Justice Democrats défend l’assurance mala­die uni­ver­selle, l’instauration d’un salaire horaire mini­mal à 15 dol­lars, l’annulation de la dette étu­diante ou la mise en place d’un Green New Deal, afin d’allier tran­si­tion éco­lo­gique et retom­bées éco­no­miques pour le plus grand nombre. Autant de sujets désor­mais défen­dus par les membres de The Squad. 

Mathieu Magnaudeix, cor­res­pon­dant à l’époque de Mediapart aux États-​Unis et auteur du livre Génération Ocasio-​Cortez, a sui­vi de près la nais­sance de ce cou­rant. Il se sou­vient : « L’équipe de Justice Democrats a lan­cé un appel à can­di­da­tures en vue des élec­tions de mi-​mandat et reçu dix mille réponses. Ils ont mené une sorte de cas­ting en fonc­tion des pro­fils et une dizaine de per­sonnes sont lar­ge­ment sor­ties du lot, dont AOC [Alexandria Ocasio-​Cortez, ndlr], qui a bluf­fé tout le monde. » Rashida Tlaib, Ilhan Omar ou Cori Bush fai­saient aus­si par­tie des recrues de 2018. Après un pre­mier échec, Cori Bush a été à nou­veau sou­te­nue par Justice Democrats cette année, elle a pu lever trois fois plus d’argent via un sys­tème de dons indi­vi­duels et mener une cam­pagne plus effi­cace.

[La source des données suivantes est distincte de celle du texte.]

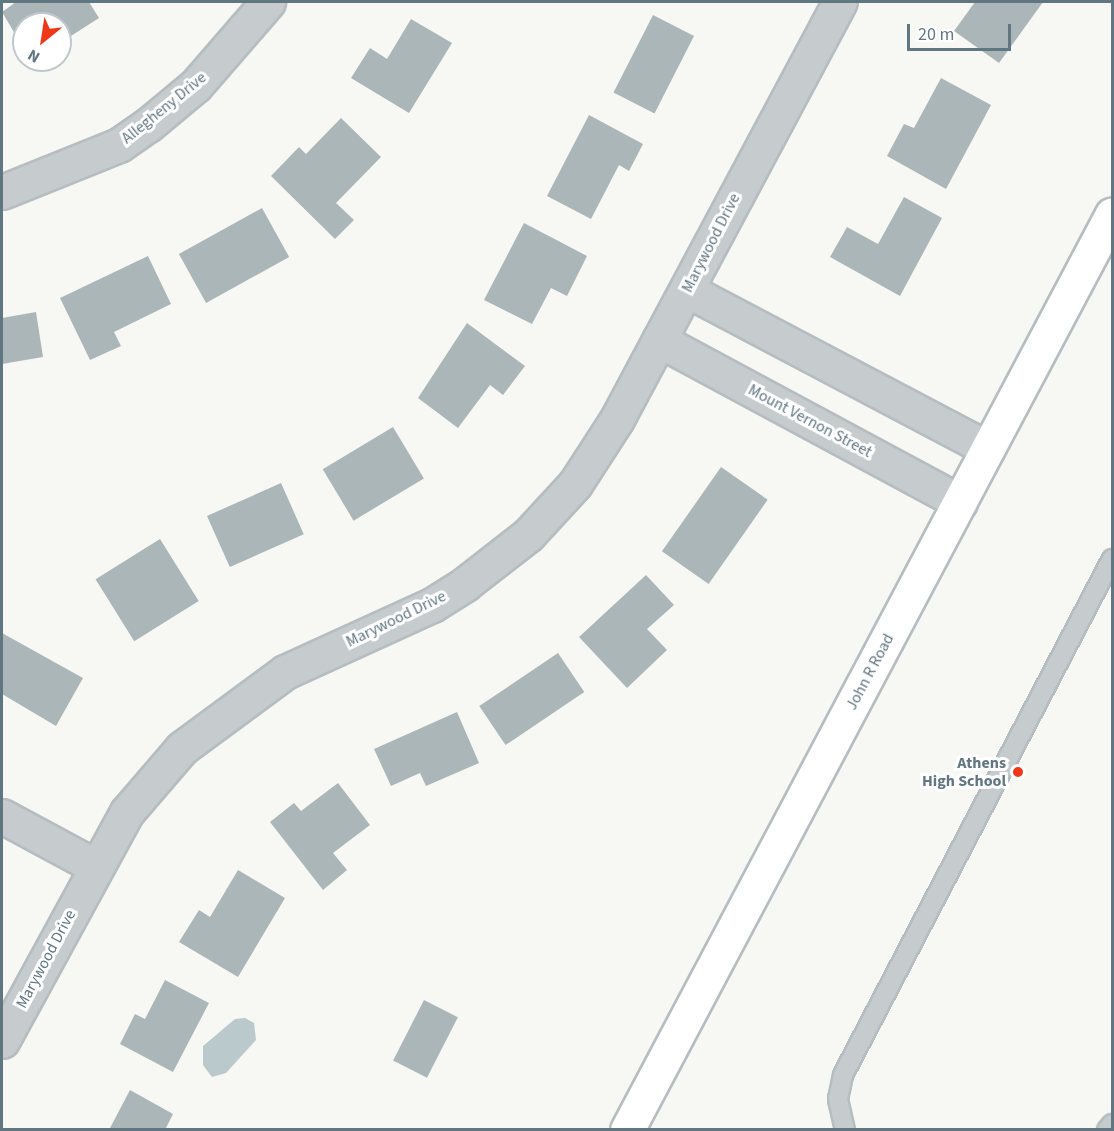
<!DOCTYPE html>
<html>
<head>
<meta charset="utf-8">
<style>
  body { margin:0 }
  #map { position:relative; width:1114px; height:1131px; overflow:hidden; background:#f7f7f4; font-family:"Source Sans 3",sans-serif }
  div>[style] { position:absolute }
  .water>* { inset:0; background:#bacacc }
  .building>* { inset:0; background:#abb6b9; transform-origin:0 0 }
  .roads { filter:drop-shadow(2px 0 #b6bdc0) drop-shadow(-2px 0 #b6bdc0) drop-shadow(0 2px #b6bdc0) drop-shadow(0 -2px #b6bdc0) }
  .service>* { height:18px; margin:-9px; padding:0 9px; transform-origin:9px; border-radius:9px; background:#c6cbcd }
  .minor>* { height:33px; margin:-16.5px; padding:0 16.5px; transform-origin:16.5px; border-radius:16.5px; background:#c6cbcd }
  .secondary>* { height:33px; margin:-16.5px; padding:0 16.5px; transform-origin:16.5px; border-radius:16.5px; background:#fff }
  .dots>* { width:16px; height:16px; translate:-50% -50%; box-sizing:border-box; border:3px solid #fff; border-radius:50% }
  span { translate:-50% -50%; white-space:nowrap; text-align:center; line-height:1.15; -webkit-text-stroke:6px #fff; paint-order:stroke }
  .street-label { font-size:16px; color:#607681 }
  .poi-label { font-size:16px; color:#607681; font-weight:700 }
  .right { translate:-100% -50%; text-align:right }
  .frame { position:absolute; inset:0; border:3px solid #607681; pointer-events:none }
  .north { position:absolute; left:12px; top:12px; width:60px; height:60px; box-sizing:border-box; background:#fff; border:2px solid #bfc8cd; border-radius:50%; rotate:210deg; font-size:16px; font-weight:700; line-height:24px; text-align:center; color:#607681 }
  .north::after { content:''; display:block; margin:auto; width:21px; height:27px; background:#f1371a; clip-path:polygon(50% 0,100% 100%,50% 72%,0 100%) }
  .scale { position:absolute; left:907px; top:24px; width:104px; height:27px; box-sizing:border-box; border:3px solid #607681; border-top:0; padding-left:8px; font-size:18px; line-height:21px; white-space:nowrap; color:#607681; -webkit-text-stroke:4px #fff; paint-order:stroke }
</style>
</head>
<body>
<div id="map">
  <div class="water">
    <i style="clip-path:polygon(245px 1018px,254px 1023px,256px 1040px,226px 1073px,212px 1077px,203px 1065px,203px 1046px,235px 1019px)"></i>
  </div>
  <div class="building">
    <i style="clip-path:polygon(16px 2px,89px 2px,99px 18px,60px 43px,60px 24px,24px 24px,24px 49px,2px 12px)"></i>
    <i style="clip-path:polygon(975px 2px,1043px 2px,999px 63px,954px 31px)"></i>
    <i style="left:653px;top:15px;width:46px;height:87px;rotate:27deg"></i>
    <i style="clip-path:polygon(411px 19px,452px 43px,409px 113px,351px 78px,370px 48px,387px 59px)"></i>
    <i style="clip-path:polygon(941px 78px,991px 105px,946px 189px,887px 156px,904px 124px,914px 128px)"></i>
    <i style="clip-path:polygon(589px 115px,643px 144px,629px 171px,619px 165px,591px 219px,547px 196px)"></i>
    <i style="clip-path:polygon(341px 118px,381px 157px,336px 203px,354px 220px,335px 239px,271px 176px,299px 147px,306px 154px)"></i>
    <i style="clip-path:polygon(904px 197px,942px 218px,900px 296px,830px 257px,847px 227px,878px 244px)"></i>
    <i style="left:262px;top:208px;width:56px;height:95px;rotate:61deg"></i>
    <i style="clip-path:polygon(524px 223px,587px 256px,567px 296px,551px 288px,532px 324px,484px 300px)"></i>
    <i style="clip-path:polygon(148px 256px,171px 304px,114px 332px,121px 346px,90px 360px,60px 298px)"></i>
    <i style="clip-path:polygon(36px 312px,43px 357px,2px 364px,2px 318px)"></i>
    <i style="clip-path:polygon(467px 323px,525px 366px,503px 395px,490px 385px,458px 428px,418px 398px)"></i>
    <i style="left:393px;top:427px;width:60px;height:82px;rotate:59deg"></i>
    <i style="left:721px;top:467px;width:57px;height:103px;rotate:35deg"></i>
    <i style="left:281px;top:483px;width:56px;height:81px;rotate:66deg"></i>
    <i style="left:160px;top:539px;width:73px;height:76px;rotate:58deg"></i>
    <i style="clip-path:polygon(646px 575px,674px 605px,647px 629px,667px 650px,627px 688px,579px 637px)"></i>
    <i style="clip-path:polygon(2px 633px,83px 678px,56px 726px,2px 694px)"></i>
    <i style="left:558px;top:653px;width:47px;height:95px;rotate:56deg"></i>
    <i style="clip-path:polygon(457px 712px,479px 763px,426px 786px,420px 773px,391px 786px,374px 749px)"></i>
    <i style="clip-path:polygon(338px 783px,370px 825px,333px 853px,347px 870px,323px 890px,270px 822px,294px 803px,301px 811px)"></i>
    <i style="clip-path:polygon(238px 870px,285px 898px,238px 977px,179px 942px,199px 910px,210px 917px)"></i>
    <i style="clip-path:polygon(165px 980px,209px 1003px,173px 1072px,120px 1044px,135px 1014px,145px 1019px)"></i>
    <i style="left:424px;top:1000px;width:38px;height:68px;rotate:27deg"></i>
    <i style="clip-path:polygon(130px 1090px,173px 1114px,165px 1130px,109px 1130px)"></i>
  </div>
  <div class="roads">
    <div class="service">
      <i style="left:845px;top:1130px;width:32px;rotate:-103deg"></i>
      <i style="left:838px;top:1099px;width:25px;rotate:-78deg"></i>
      <i style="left:843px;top:1075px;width:582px;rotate:-62.47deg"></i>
      <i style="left:1107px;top:1130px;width:8px;rotate:-50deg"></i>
    </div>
    <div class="minor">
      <i style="left:2px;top:192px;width:126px;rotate:-21.9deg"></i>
      <i style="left:119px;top:145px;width:35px;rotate:-35deg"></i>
      <i style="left:148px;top:125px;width:62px;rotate:-39.8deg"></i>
      <i style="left:196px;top:85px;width:110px;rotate:-49.1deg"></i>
      <i style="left:687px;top:290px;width:340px;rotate:27.8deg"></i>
      <i style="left:659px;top:340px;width:342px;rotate:28.3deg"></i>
      <i style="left:2px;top:816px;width:106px;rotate:28.3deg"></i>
      <i style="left:2px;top:1041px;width:261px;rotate:-61.4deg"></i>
      <i style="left:127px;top:812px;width:84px;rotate:-49.3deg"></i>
      <i style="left:182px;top:748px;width:128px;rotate:-36.4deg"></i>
      <i style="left:285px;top:672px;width:162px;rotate:-24.5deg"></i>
      <i style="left:432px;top:605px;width:39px;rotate:-32deg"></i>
      <i style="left:465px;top:584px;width:80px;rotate:-37.9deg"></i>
      <i style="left:528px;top:535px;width:69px;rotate:-47.3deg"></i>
      <i style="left:575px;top:484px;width:77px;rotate:-57.1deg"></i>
      <i style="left:617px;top:419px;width:473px;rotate:-61.9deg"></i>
    </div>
    <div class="secondary">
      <i style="left:627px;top:1130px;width:1036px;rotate:-62.1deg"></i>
    </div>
  </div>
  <div class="dots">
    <i style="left:1018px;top:772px;background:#f1371a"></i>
  </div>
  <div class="street-label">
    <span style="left:164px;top:108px;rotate:-39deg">Allegheny Drive</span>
    <span style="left:711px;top:243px;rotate:-63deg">Marywood Drive</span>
    <span style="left:810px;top:421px;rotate:28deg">Mount Vernon Street</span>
    <span style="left:396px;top:619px;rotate:-26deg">Marywood Drive</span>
    <span style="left:870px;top:672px;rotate:-62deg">John R Road</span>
    <span style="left:46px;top:959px;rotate:-62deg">Marywood Drive</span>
  </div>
  <div class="poi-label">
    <span class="right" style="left:1006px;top:772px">Athens<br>High School</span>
  </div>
  <div class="frame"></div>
  <div class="north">N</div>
  <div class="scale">20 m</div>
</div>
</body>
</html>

Un sys­tème volon­ta­riste dont la France ferait peut-​être bien de s’inspirer, non ? « Chez nous, les nomi­na­tions sont beau­coup plus cor­na­quées par les par­tis poli­tiques avec des logiques de cou­rants et de syn­thèse, répond Mathieu Magnaudeix. Le mode de scru­tin joue beau­coup. Aux États-​Unis, la logique de la pri­maire est bien plus sys­té­ma­tique, ce qui per­met de faire éclore plus de nou­veaux chal­len­gers. » Résultat, on attend tou­jours notre AOC.